> Task requirements:
Every line of the material is to be repeated exactly as it stands.

----- Material provided

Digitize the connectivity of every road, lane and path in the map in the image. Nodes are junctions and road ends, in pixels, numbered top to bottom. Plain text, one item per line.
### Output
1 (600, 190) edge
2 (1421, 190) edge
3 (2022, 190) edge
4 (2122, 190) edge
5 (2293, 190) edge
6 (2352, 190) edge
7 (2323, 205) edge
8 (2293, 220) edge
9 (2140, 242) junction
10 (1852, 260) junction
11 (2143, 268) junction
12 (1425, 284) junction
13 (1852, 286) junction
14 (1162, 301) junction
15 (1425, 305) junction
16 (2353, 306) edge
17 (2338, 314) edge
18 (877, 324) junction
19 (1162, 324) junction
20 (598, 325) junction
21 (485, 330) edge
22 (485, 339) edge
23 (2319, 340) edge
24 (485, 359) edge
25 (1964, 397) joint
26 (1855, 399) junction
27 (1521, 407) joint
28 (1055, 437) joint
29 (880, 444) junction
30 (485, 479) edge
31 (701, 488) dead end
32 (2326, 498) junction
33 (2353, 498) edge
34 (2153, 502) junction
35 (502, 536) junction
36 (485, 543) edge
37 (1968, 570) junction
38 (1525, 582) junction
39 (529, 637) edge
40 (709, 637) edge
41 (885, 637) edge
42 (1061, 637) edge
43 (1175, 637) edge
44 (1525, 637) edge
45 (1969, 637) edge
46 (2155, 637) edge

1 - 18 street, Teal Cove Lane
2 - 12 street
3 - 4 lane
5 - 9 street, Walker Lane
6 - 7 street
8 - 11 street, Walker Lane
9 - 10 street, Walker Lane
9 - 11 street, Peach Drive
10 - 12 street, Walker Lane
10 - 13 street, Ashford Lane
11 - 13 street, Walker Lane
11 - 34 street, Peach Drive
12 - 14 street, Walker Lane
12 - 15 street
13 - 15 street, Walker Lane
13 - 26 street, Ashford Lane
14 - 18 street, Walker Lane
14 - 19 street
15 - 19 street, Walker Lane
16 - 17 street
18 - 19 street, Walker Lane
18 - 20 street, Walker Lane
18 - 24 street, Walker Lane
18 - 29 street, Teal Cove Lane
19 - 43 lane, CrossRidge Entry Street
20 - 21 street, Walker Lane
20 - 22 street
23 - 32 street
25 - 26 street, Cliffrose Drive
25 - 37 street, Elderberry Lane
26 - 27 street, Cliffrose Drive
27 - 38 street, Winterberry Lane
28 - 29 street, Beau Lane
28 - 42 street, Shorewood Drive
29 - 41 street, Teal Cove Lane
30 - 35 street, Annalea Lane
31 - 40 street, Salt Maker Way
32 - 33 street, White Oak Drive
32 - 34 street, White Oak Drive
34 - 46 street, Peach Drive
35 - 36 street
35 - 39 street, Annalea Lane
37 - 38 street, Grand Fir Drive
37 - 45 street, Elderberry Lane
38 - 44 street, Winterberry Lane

----------

> Answer to the problem:
Digitize the connectivity of every road, lane and path in the map in the image. Nodes are junctions and road ends, in pixels, numbered top to bottom. Plain text, one item per line.
### Output
1 (600, 190) edge
2 (1421, 190) edge
3 (2022, 190) edge
4 (2122, 190) edge
5 (2293, 190) edge
6 (2352, 190) edge
7 (2323, 205) edge
8 (2293, 220) edge
9 (2140, 242) junction
10 (1852, 260) junction
11 (2143, 268) junction
12 (1425, 284) junction
13 (1852, 286) junction
14 (1162, 301) junction
15 (1425, 305) junction
16 (2353, 306) edge
17 (2338, 314) edge
18 (877, 324) junction
19 (1162, 324) junction
20 (598, 325) junction
21 (485, 330) edge
22 (485, 339) edge
23 (2319, 340) edge
24 (485, 359) edge
25 (1964, 397) joint
26 (1855, 399) junction
27 (1521, 407) joint
28 (1055, 437) joint
29 (880, 444) junction
30 (485, 479) edge
31 (701, 488) dead end
32 (2326, 498) junction
33 (2353, 498) edge
34 (2153, 502) junction
35 (502, 536) junction
36 (485, 543) edge
37 (1968, 570) junction
38 (1525, 582) junction
39 (529, 637) edge
40 (709, 637) edge
41 (885, 637) edge
42 (1061, 637) edge
43 (1175, 637) edge
44 (1525, 637) edge
45 (1969, 637) edge
46 (2155, 637) edge

1 - 18 street, Teal Cove Lane
2 - 12 street
3 - 4 lane
5 - 9 street, Walker Lane
6 - 7 street
8 - 11 street, Walker Lane
9 - 10 street, Walker Lane
9 - 11 street, Peach Drive
10 - 12 street, Walker Lane
10 - 13 street, Ashford Lane
11 - 13 street, Walker Lane
11 - 34 street, Peach Drive
12 - 14 street, Walker Lane
12 - 15 street
13 - 15 street, Walker Lane
13 - 26 street, Ashford Lane
14 - 18 street, Walker Lane
14 - 19 street
15 - 19 street, Walker Lane
16 - 17 street
18 - 19 street, Walker Lane
18 - 20 street, Walker Lane
18 - 24 street, Walker Lane
18 - 29 street, Teal Cove Lane
19 - 43 lane, CrossRidge Entry Street
20 - 21 street, Walker Lane
20 - 22 street
23 - 32 street
25 - 26 street, Cliffrose Drive
25 - 37 street, Elderberry Lane
26 - 27 street, Cliffrose Drive
27 - 38 street, Winterberry Lane
28 - 29 street, Beau Lane
28 - 42 street, Shorewood Drive
29 - 41 street, Teal Cove Lane
30 - 35 street, Annalea Lane
31 - 40 street, Salt Maker Way
32 - 33 street, White Oak Drive
32 - 34 street, White Oak Drive
34 - 46 street, Peach Drive
35 - 36 street
35 - 39 street, Annalea Lane
37 - 38 street, Grand Fir Drive
37 - 45 street, Elderberry Lane
38 - 44 street, Winterberry Lane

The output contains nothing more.